WHAT THE EXERCISE ASKS: Please restate each entry exactly, without skipping any.

▼▼▼

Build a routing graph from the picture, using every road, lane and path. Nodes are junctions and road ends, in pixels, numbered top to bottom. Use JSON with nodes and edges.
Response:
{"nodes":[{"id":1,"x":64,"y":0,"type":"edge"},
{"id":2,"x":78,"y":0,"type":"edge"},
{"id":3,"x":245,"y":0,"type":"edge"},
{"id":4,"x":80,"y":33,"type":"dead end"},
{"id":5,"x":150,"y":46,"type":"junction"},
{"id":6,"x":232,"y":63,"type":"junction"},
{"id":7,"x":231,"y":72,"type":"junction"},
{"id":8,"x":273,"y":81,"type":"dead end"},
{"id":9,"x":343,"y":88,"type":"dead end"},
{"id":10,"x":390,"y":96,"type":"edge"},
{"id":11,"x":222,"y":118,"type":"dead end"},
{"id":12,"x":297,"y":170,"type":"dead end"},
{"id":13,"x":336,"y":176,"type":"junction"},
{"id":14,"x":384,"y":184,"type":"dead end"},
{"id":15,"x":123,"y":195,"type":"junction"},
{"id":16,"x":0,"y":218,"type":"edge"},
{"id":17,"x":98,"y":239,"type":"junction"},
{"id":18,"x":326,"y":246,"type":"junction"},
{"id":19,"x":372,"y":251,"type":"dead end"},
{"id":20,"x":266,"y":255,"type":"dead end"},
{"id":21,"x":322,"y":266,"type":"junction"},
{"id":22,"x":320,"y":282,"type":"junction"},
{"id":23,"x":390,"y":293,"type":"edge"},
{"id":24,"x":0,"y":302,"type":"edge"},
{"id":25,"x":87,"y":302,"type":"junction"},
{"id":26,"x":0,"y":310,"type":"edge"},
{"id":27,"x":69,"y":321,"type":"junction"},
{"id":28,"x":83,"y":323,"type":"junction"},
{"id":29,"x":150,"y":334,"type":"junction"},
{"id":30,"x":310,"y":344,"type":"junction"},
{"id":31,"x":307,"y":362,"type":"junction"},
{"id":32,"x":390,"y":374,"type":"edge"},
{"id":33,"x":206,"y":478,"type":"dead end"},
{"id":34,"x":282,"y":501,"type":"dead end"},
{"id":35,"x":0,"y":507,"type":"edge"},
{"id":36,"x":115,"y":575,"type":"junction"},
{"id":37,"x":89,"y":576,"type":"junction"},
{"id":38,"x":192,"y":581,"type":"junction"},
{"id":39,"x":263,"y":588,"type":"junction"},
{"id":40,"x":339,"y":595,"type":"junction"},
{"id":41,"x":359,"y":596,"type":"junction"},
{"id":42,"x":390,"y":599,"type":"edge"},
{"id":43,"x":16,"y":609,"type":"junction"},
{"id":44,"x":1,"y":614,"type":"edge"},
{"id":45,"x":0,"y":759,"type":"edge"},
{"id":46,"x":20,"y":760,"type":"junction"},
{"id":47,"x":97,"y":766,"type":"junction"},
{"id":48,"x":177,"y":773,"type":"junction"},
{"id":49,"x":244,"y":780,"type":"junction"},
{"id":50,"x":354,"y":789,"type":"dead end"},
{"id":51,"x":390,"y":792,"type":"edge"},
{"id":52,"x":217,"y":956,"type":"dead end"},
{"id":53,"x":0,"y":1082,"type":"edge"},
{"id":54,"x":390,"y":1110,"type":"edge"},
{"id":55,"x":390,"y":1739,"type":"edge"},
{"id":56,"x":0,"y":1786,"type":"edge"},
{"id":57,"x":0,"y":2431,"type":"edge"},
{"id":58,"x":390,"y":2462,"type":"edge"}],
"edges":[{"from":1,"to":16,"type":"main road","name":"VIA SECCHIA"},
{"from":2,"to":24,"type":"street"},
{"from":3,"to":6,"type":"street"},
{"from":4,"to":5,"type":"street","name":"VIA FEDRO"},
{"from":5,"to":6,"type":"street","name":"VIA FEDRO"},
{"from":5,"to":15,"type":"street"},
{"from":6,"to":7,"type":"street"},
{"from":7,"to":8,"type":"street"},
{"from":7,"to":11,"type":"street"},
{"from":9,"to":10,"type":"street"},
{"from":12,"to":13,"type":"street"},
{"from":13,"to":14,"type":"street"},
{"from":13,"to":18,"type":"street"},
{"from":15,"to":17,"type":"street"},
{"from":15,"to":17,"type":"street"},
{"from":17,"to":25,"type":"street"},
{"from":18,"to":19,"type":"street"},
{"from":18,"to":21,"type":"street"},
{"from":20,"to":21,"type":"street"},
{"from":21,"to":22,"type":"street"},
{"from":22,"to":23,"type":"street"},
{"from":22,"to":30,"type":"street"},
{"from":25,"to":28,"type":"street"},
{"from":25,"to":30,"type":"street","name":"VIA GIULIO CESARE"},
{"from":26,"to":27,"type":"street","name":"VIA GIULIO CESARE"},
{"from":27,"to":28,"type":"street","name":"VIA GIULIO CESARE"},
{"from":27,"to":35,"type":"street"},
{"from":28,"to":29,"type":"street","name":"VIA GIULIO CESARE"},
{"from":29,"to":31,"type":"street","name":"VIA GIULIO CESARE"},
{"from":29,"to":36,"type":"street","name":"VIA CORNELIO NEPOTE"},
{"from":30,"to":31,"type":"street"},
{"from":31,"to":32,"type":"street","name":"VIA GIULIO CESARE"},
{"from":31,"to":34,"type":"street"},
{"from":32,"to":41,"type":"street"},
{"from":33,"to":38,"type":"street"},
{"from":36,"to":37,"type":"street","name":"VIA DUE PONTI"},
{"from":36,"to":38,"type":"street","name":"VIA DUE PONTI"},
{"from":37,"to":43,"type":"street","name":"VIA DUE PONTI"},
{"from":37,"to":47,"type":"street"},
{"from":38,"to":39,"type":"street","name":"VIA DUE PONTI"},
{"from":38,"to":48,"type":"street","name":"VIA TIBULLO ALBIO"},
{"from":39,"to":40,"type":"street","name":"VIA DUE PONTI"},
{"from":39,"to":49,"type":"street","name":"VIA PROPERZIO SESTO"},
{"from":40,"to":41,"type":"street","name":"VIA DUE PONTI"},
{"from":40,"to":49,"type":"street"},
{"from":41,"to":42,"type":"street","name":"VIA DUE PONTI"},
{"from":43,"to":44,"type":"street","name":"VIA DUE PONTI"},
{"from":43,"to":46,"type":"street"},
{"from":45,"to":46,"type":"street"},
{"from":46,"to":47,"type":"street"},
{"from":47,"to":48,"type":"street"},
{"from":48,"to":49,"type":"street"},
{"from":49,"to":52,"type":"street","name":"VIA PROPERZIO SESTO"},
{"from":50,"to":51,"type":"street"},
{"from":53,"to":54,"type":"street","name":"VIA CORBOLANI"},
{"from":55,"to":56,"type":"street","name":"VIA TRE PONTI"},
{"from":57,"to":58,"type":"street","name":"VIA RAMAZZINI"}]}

▲▲▲

EXERCISE OUTPUT:
Build a routing graph from the picture, using every road, lane and path. Nodes are junctions and road ends, in pixels, numbered top to bottom. Use JSON with nodes and edges.
Response:
{"nodes":[{"id":1,"x":64,"y":0,"type":"edge"},
{"id":2,"x":78,"y":0,"type":"edge"},
{"id":3,"x":245,"y":0,"type":"edge"},
{"id":4,"x":80,"y":33,"type":"dead end"},
{"id":5,"x":150,"y":46,"type":"junction"},
{"id":6,"x":232,"y":63,"type":"junction"},
{"id":7,"x":231,"y":72,"type":"junction"},
{"id":8,"x":273,"y":81,"type":"dead end"},
{"id":9,"x":343,"y":88,"type":"dead end"},
{"id":10,"x":390,"y":96,"type":"edge"},
{"id":11,"x":222,"y":118,"type":"dead end"},
{"id":12,"x":297,"y":170,"type":"dead end"},
{"id":13,"x":336,"y":176,"type":"junction"},
{"id":14,"x":384,"y":184,"type":"dead end"},
{"id":15,"x":123,"y":195,"type":"junction"},
{"id":16,"x":0,"y":218,"type":"edge"},
{"id":17,"x":98,"y":239,"type":"junction"},
{"id":18,"x":326,"y":246,"type":"junction"},
{"id":19,"x":372,"y":251,"type":"dead end"},
{"id":20,"x":266,"y":255,"type":"dead end"},
{"id":21,"x":322,"y":266,"type":"junction"},
{"id":22,"x":320,"y":282,"type":"junction"},
{"id":23,"x":390,"y":293,"type":"edge"},
{"id":24,"x":0,"y":302,"type":"edge"},
{"id":25,"x":87,"y":302,"type":"junction"},
{"id":26,"x":0,"y":310,"type":"edge"},
{"id":27,"x":69,"y":321,"type":"junction"},
{"id":28,"x":83,"y":323,"type":"junction"},
{"id":29,"x":150,"y":334,"type":"junction"},
{"id":30,"x":310,"y":344,"type":"junction"},
{"id":31,"x":307,"y":362,"type":"junction"},
{"id":32,"x":390,"y":374,"type":"edge"},
{"id":33,"x":206,"y":478,"type":"dead end"},
{"id":34,"x":282,"y":501,"type":"dead end"},
{"id":35,"x":0,"y":507,"type":"edge"},
{"id":36,"x":115,"y":575,"type":"junction"},
{"id":37,"x":89,"y":576,"type":"junction"},
{"id":38,"x":192,"y":581,"type":"junction"},
{"id":39,"x":263,"y":588,"type":"junction"},
{"id":40,"x":339,"y":595,"type":"junction"},
{"id":41,"x":359,"y":596,"type":"junction"},
{"id":42,"x":390,"y":599,"type":"edge"},
{"id":43,"x":16,"y":609,"type":"junction"},
{"id":44,"x":1,"y":614,"type":"edge"},
{"id":45,"x":0,"y":759,"type":"edge"},
{"id":46,"x":20,"y":760,"type":"junction"},
{"id":47,"x":97,"y":766,"type":"junction"},
{"id":48,"x":177,"y":773,"type":"junction"},
{"id":49,"x":244,"y":780,"type":"junction"},
{"id":50,"x":354,"y":789,"type":"dead end"},
{"id":51,"x":390,"y":792,"type":"edge"},
{"id":52,"x":217,"y":956,"type":"dead end"},
{"id":53,"x":0,"y":1082,"type":"edge"},
{"id":54,"x":390,"y":1110,"type":"edge"},
{"id":55,"x":390,"y":1739,"type":"edge"},
{"id":56,"x":0,"y":1786,"type":"edge"},
{"id":57,"x":0,"y":2431,"type":"edge"},
{"id":58,"x":390,"y":2462,"type":"edge"}],
"edges":[{"from":1,"to":16,"type":"main road","name":"VIA SECCHIA"},
{"from":2,"to":24,"type":"street"},
{"from":3,"to":6,"type":"street"},
{"from":4,"to":5,"type":"street","name":"VIA FEDRO"},
{"from":5,"to":6,"type":"street","name":"VIA FEDRO"},
{"from":5,"to":15,"type":"street"},
{"from":6,"to":7,"type":"street"},
{"from":7,"to":8,"type":"street"},
{"from":7,"to":11,"type":"street"},
{"from":9,"to":10,"type":"street"},
{"from":12,"to":13,"type":"street"},
{"from":13,"to":14,"type":"street"},
{"from":13,"to":18,"type":"street"},
{"from":15,"to":17,"type":"street"},
{"from":15,"to":17,"type":"street"},
{"from":17,"to":25,"type":"street"},
{"from":18,"to":19,"type":"street"},
{"from":18,"to":21,"type":"street"},
{"from":20,"to":21,"type":"street"},
{"from":21,"to":22,"type":"street"},
{"from":22,"to":23,"type":"street"},
{"from":22,"to":30,"type":"street"},
{"from":25,"to":28,"type":"street"},
{"from":25,"to":30,"type":"street","name":"VIA GIULIO CESARE"},
{"from":26,"to":27,"type":"street","name":"VIA GIULIO CESARE"},
{"from":27,"to":28,"type":"street","name":"VIA GIULIO CESARE"},
{"from":27,"to":35,"type":"street"},
{"from":28,"to":29,"type":"street","name":"VIA GIULIO CESARE"},
{"from":29,"to":31,"type":"street","name":"VIA GIULIO CESARE"},
{"from":29,"to":36,"type":"street","name":"VIA CORNELIO NEPOTE"},
{"from":30,"to":31,"type":"street"},
{"from":31,"to":32,"type":"street","name":"VIA GIULIO CESARE"},
{"from":31,"to":34,"type":"street"},
{"from":32,"to":41,"type":"street"},
{"from":33,"to":38,"type":"street"},
{"from":36,"to":37,"type":"street","name":"VIA DUE PONTI"},
{"from":36,"to":38,"type":"street","name":"VIA DUE PONTI"},
{"from":37,"to":43,"type":"street","name":"VIA DUE PONTI"},
{"from":37,"to":47,"type":"street"},
{"from":38,"to":39,"type":"street","name":"VIA DUE PONTI"},
{"from":38,"to":48,"type":"street","name":"VIA TIBULLO ALBIO"},
{"from":39,"to":40,"type":"street","name":"VIA DUE PONTI"},
{"from":39,"to":49,"type":"street","name":"VIA PROPERZIO SESTO"},
{"from":40,"to":41,"type":"street","name":"VIA DUE PONTI"},
{"from":40,"to":49,"type":"street"},
{"from":41,"to":42,"type":"street","name":"VIA DUE PONTI"},
{"from":43,"to":44,"type":"street","name":"VIA DUE PONTI"},
{"from":43,"to":46,"type":"street"},
{"from":45,"to":46,"type":"street"},
{"from":46,"to":47,"type":"street"},
{"from":47,"to":48,"type":"street"},
{"from":48,"to":49,"type":"street"},
{"from":49,"to":52,"type":"street","name":"VIA PROPERZIO SESTO"},
{"from":50,"to":51,"type":"street"},
{"from":53,"to":54,"type":"street","name":"VIA CORBOLANI"},
{"from":55,"to":56,"type":"street","name":"VIA TRE PONTI"},
{"from":57,"to":58,"type":"street","name":"VIA RAMAZZINI"}]}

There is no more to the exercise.